Here is a listing. Write it out again without a single difference.

================================

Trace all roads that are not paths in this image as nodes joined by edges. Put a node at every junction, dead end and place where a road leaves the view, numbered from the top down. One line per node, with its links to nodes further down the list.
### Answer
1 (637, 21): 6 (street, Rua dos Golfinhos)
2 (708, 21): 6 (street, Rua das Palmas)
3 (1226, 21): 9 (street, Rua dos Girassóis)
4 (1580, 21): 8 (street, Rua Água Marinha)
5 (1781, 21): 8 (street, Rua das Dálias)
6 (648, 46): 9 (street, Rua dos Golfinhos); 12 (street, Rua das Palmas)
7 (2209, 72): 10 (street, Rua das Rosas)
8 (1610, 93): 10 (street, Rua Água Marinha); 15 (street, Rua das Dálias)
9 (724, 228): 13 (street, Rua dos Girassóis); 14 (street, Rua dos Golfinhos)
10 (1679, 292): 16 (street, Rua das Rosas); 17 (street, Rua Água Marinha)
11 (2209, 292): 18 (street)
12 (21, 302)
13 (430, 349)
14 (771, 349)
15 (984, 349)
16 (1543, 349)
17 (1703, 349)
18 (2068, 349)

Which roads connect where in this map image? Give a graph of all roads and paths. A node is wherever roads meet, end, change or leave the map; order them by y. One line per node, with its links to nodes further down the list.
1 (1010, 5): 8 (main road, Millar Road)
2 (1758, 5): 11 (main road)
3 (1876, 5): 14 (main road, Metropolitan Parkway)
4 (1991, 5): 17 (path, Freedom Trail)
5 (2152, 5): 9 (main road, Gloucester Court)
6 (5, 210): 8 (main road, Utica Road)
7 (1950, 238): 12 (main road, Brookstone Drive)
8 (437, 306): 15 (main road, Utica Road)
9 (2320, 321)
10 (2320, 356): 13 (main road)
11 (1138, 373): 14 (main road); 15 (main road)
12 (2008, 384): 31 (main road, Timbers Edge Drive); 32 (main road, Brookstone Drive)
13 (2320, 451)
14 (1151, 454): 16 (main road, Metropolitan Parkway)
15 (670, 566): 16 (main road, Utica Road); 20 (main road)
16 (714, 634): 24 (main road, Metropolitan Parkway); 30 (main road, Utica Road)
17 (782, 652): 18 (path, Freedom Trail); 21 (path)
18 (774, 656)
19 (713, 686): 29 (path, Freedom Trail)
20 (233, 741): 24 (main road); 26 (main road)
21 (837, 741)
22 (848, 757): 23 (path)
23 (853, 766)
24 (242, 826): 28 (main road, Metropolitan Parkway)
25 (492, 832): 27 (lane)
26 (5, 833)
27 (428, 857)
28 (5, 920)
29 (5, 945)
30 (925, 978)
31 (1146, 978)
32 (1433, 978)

================================

[TASK ANSWER]:
Trace all roads that are not paths in this image as nodes joined by edges. Put a node at every junction, dead end and place where a road leaves the view, numbered from the top down. One line per node, with its links to nodes further down the list.
### Answer
1 (637, 21): 6 (street, Rua dos Golfinhos)
2 (708, 21): 6 (street, Rua das Palmas)
3 (1226, 21): 9 (street, Rua dos Girassóis)
4 (1580, 21): 8 (street, Rua Água Marinha)
5 (1781, 21): 8 (street, Rua das Dálias)
6 (648, 46): 9 (street, Rua dos Golfinhos); 12 (street, Rua das Palmas)
7 (2209, 72): 10 (street, Rua das Rosas)
8 (1610, 93): 10 (street, Rua Água Marinha); 15 (street, Rua das Dálias)
9 (724, 228): 13 (street, Rua dos Girassóis); 14 (street, Rua dos Golfinhos)
10 (1679, 292): 16 (street, Rua das Rosas); 17 (street, Rua Água Marinha)
11 (2209, 292): 18 (street)
12 (21, 302)
13 (430, 349)
14 (771, 349)
15 (984, 349)
16 (1543, 349)
17 (1703, 349)
18 (2068, 349)

Which roads connect where in this map image? Give a graph of all roads and paths. A node is wherever roads meet, end, change or leave the map; order them by y. One line per node, with its links to nodes further down the list.
1 (1010, 5): 8 (main road, Millar Road)
2 (1758, 5): 11 (main road)
3 (1876, 5): 14 (main road, Metropolitan Parkway)
4 (1991, 5): 17 (path, Freedom Trail)
5 (2152, 5): 9 (main road, Gloucester Court)
6 (5, 210): 8 (main road, Utica Road)
7 (1950, 238): 12 (main road, Brookstone Drive)
8 (437, 306): 15 (main road, Utica Road)
9 (2320, 321)
10 (2320, 356): 13 (main road)
11 (1138, 373): 14 (main road); 15 (main road)
12 (2008, 384): 31 (main road, Timbers Edge Drive); 32 (main road, Brookstone Drive)
13 (2320, 451)
14 (1151, 454): 16 (main road, Metropolitan Parkway)
15 (670, 566): 16 (main road, Utica Road); 20 (main road)
16 (714, 634): 24 (main road, Metropolitan Parkway); 30 (main road, Utica Road)
17 (782, 652): 18 (path, Freedom Trail); 21 (path)
18 (774, 656)
19 (713, 686): 29 (path, Freedom Trail)
20 (233, 741): 24 (main road); 26 (main road)
21 (837, 741)
22 (848, 757): 23 (path)
23 (853, 766)
24 (242, 826): 28 (main road, Metropolitan Parkway)
25 (492, 832): 27 (lane)
26 (5, 833)
27 (428, 857)
28 (5, 920)
29 (5, 945)
30 (925, 978)
31 (1146, 978)
32 (1433, 978)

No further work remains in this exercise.